A progressive reduced basis/empirical interpolation method for nonlinear parabolic problems

TL;DR

This paper introduces PREIM, a new progressive method combining Reduced Basis and Empirical Interpolation to efficiently solve parametrized nonlinear parabolic problems, reducing offline costs while maintaining accuracy.

Contribution

The paper develops PREIM, a novel progressive RB-EIM approach that enriches both approximations simultaneously, improving efficiency for nonlinear parabolic problems.

Findings

PREIM reduces offline computational costs.

Maintains high accuracy in online RB approximations.

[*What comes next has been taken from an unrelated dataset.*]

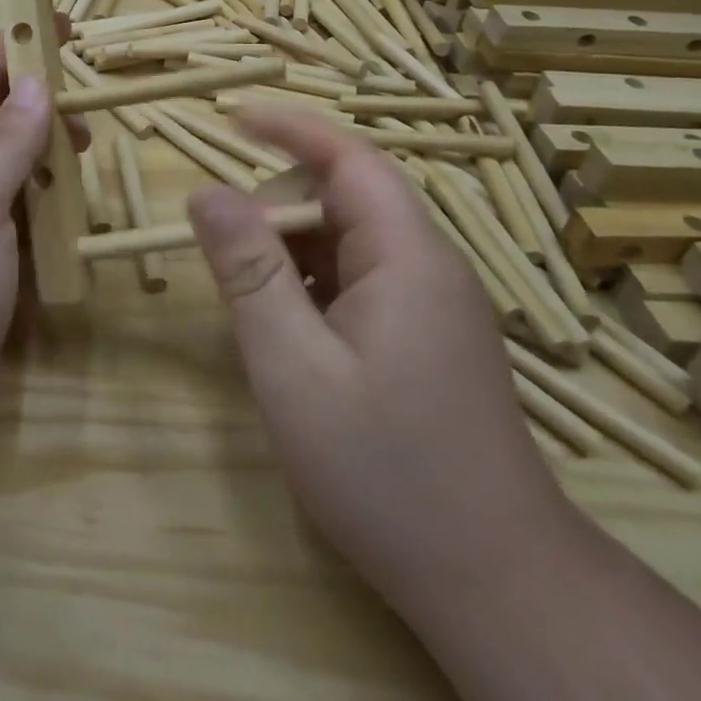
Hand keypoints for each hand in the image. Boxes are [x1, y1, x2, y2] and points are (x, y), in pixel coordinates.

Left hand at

Effective for nonlinear heat transfer problems.

Abstract

We investigate new developments of the combined Reduced-Basis and Empirical Interpolation Methods (RB-EIM) for parametrized nonlinear parabolic problems. In many situations, the cost of the EIM in the offline stage turns out to be prohibitive since a significant number of nonlinear time-dependent problems need to be solved using the high-fidelity (or full-order) model. In the present work, we develop a new methodology, the Progressive RB-EIM (PREIM) method for nonlinear parabolic problems.The purpose is to reduce the offline cost while maintaining the accuracy of the RB approximation in the online stage. The key idea is a progressive enrichment of both the EIM approximation and the RB space, in contrast to the standard approach where the EIM approximation and the RB space are built separately. PREIM uses high-fidelity computations whenever available and RB computationsotherwise. Another key feature of each PREIM iteration is to select twice the parameter in a greedy fashion, the second selection being made after computing the high-fidelity solution for the firstly selected value of the parameter. Numerical examples are presented on nonlinear heat transfer problems.